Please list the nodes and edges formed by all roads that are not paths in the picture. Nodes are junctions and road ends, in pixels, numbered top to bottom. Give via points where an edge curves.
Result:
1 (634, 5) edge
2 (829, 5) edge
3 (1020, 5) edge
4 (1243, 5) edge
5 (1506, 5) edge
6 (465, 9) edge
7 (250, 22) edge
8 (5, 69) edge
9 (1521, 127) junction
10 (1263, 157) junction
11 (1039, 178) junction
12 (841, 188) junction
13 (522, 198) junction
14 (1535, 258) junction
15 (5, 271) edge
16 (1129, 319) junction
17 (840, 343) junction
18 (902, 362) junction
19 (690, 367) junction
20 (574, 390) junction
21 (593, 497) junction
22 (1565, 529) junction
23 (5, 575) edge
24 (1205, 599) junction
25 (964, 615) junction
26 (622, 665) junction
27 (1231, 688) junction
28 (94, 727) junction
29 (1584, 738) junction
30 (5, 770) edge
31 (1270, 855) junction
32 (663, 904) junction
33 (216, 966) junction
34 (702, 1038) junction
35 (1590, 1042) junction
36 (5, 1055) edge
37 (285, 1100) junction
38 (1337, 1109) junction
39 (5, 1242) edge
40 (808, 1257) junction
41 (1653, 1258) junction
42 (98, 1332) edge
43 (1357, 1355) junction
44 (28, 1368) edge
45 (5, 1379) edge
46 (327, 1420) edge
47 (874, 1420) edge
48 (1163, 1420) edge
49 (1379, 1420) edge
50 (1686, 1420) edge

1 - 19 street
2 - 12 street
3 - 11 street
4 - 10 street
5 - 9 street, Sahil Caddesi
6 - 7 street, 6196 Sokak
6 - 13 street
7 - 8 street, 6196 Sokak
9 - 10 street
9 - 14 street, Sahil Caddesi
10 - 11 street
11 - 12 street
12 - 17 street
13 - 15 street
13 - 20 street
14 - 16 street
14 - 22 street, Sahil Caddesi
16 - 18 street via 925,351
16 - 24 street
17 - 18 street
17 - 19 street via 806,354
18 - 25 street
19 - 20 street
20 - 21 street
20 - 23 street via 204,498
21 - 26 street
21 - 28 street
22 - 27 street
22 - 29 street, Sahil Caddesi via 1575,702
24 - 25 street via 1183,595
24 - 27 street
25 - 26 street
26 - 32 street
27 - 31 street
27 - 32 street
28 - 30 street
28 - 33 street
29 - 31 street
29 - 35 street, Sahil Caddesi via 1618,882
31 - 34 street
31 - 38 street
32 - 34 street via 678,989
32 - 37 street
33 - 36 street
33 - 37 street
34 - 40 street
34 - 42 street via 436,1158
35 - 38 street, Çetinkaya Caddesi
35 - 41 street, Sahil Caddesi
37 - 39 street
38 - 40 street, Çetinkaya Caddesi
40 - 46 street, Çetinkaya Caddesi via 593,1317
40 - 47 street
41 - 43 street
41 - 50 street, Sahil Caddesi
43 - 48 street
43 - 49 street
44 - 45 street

------------------------------------

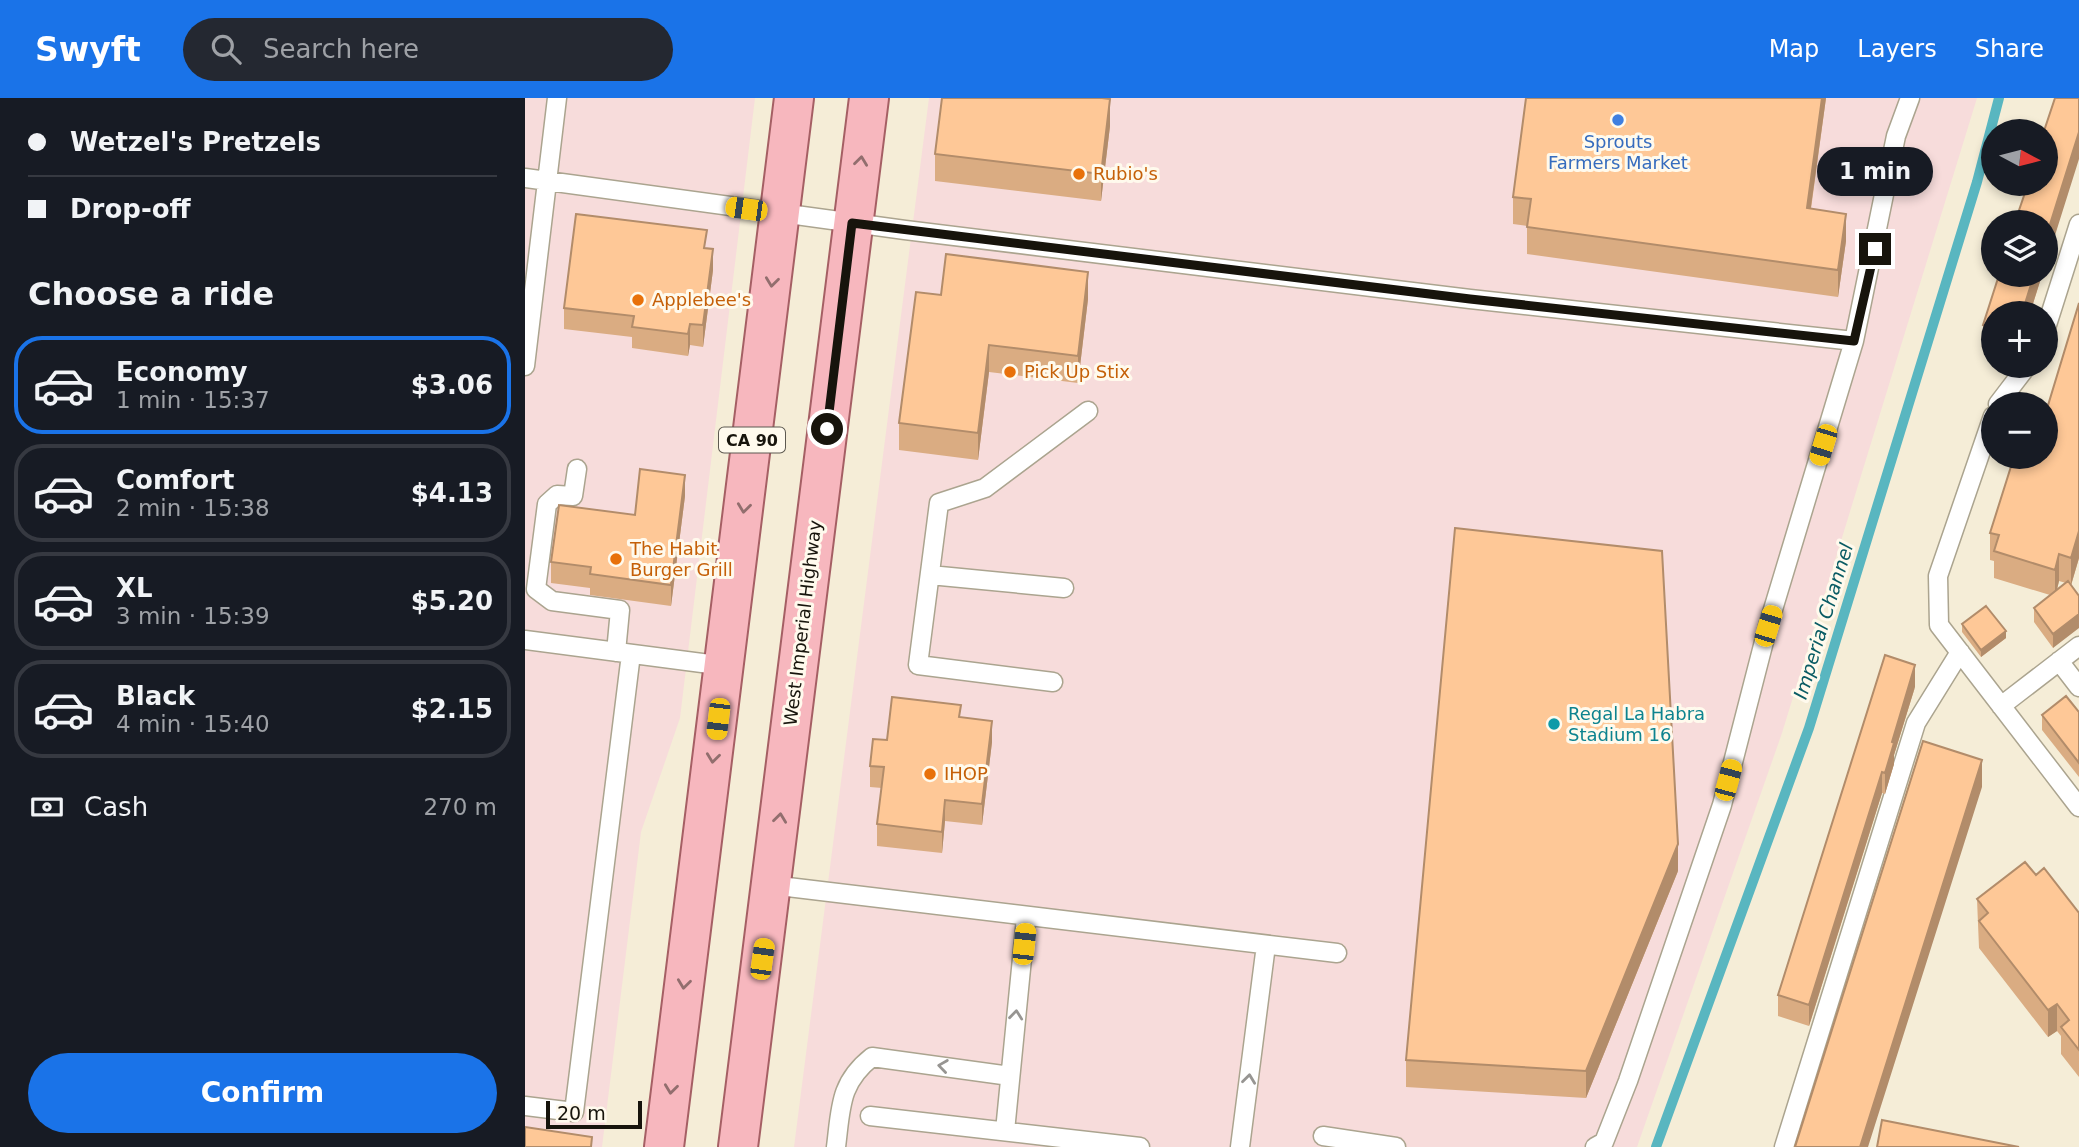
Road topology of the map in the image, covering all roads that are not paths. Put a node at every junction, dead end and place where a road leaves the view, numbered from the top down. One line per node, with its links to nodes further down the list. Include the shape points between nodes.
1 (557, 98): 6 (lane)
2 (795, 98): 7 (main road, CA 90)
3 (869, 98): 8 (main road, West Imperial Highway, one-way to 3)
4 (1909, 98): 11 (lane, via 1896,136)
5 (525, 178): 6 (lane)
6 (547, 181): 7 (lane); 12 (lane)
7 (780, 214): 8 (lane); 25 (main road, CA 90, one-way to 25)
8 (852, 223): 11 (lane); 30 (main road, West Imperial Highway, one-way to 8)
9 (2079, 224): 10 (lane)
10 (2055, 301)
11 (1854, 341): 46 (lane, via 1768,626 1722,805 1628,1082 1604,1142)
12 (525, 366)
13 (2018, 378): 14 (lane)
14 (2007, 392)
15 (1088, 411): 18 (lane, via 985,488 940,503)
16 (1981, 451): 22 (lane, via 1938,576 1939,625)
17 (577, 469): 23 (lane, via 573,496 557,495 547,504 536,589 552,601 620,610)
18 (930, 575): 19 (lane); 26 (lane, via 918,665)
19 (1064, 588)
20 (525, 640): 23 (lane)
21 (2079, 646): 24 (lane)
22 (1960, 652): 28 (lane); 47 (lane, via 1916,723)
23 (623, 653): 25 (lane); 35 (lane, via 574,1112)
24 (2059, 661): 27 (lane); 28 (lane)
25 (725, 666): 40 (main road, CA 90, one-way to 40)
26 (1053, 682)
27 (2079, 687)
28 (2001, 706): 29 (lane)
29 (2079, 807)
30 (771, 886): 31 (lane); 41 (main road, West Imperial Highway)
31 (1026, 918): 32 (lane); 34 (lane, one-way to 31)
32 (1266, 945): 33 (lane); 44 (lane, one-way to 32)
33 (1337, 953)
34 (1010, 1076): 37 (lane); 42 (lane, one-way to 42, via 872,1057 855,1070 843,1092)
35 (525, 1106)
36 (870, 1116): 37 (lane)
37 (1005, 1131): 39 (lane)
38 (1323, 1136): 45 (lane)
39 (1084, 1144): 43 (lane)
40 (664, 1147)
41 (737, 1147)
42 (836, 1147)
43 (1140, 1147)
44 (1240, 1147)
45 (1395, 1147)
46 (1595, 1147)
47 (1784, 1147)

------------------------------------

#### Exercise
Collect the lines of the data that carry the word "West".

#### Result of this exercise
3 (869, 98): 8 (main road, West Imperial Highway, one-way to 3)
8 (852, 223): 11 (lane); 30 (main road, West Imperial Highway, one-way to 8)
30 (771, 886): 31 (lane); 41 (main road, West Imperial Highway)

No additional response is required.